A carico di 746 di questi evasori gravano le condotte illecite più gravi (false fatturazioni, omessa dichiarazione di consistenti imponibili e debiti d’imposta, sottrazione fraudolenta del pagamento delle imposte); 13 sono gli arrestati. Accertate 136 “frodi carosello”, attraverso l’interposizione fittizia – nella fatturazione – di una o più imprese fantasma (‘cartiera’), nonché 83 casi di fenomeni connessi alla fiscalità internazionale.

Scoperti 543 evasori totali, mentre 116 contribuenti hanno dichiarato un’operatività fiscalmente rilevante inferiore alla metà di quella realmente conseguita. I sequestri di patrimoni e disponibilità finanziarie, per assicurare il recupero delle imposte evase, ammontano a oltre 207 milioni di euro. I controlli a contrasto del lavoro nero, oltre a consentire l’accertamento di 4 episodi di “caporalato”, hanno evidenziato posizioni irregolari per 565 datori di lavoro, risultati utilizzare complessivamente 2.458 lavoratori in nero o irregolari.

In particolare, 131 interventi (di cui 128 hanno evidenziato irregolarità di natura fiscale) sono stati mirati a verificare soprattutto le posizioni dei Bed & Breakfast e dei titolari dei più vasti patrimoni immobiliari in città universitarie e turistiche dell’isola; riguardo alle accise, sono state segnalati 734 soggetti responsabili di aver sottratto a tale imposta, fraudolentemente, prodotti petroliferi per quasi 5.300 tonnellate.

Altre 289 tonnellate di carburanti, destinate allo stesso contrabbando, sono state sequestrate. Infine, i giochi illegali, con 239 controlli che hanno permesso di sequestrare 13 centri scommesse abusivi e 276 apparecchi elettronici, con la denuncia di 103 persone. Contrasto all’abusivismo commerciale e al falso made in Italy da parte della Guardia di finanza in Sicilia.

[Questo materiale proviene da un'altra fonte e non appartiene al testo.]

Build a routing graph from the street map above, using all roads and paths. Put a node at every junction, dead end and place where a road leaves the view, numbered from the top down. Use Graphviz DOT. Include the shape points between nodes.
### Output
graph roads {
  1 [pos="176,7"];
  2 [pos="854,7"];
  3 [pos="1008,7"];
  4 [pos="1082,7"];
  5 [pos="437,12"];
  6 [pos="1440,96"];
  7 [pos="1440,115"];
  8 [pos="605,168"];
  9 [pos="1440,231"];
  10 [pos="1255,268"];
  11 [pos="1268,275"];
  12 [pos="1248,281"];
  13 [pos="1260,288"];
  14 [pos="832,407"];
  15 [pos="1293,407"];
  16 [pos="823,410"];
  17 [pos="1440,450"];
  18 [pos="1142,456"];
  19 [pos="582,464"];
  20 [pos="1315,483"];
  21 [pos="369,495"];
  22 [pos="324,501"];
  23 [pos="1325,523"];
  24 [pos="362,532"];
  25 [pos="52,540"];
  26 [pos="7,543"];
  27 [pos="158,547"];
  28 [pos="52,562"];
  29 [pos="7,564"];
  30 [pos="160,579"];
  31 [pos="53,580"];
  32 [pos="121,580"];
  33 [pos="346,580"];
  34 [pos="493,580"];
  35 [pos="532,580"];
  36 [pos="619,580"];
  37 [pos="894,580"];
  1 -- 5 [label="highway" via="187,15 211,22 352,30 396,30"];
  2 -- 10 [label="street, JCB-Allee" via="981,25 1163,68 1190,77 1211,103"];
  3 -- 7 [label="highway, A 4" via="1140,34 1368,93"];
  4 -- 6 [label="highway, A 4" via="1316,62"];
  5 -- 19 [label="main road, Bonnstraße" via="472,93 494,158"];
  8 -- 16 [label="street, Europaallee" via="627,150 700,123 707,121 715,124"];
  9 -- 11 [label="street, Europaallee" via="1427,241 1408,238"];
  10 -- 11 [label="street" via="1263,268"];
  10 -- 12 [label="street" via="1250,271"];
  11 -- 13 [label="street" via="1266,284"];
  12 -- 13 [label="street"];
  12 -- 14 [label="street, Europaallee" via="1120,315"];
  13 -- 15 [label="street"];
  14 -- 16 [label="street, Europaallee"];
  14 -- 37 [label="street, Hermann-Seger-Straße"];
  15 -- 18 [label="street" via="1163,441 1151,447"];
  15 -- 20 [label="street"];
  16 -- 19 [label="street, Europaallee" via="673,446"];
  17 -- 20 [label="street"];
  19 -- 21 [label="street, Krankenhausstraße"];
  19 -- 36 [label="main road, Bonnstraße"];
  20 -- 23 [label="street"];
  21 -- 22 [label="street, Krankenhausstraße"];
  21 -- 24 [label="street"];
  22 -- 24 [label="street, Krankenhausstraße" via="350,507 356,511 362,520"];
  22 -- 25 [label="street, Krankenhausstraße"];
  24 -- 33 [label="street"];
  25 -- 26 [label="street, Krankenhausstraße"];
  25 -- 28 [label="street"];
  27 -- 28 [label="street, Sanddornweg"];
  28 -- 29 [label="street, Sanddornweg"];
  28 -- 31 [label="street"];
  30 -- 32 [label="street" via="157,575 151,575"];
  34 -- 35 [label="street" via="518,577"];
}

In base al rapporto 2015, sono stati 756 gli interventi ispettivi e mediante lo sviluppo di 269 indagini delegate dall’autorità giudiziaria. I reparti hanno individuato 860 violazioni complessive – tra queste, 79 per abusivismo commerciale – e sequestrato merci illegali di ogni genere (in particolare 2,7 milioni di giocattoli; 1,7 milioni di capi di abbigliamento ed accessori moda; 2,4 milioni di prodotti dell’elettronica; 7 tonnellate di generi alimentari), per un volume d’affari stimato in oltre 141 milioni di euro. Impulso è stato dato al contrasto alle frodi legate ai fallimenti, sviluppato in 363 indagini concluse con la denuncia per “bancarotta” nei confronti di 357 soggetti – di cui 7 arrestati – ed il sequestro di beni, distratti con frode alle procedure per il ristoro dei creditori, per 18 milioni euro. Sono 93 i contesti investigativi in cui, invece, sono state affrontate ipotesi di attività usurarie, riscontrate a carico di 60 persone, 12 delle quali arrestate. Un significativo incremento si è registrato, infine, riguardo al contrasto dei reati connessi all’intermediazione bancaria e finanziaria, con 59 indagini concluse, 67 denunce e il sequestro di beni per oltre 4 milioni euro.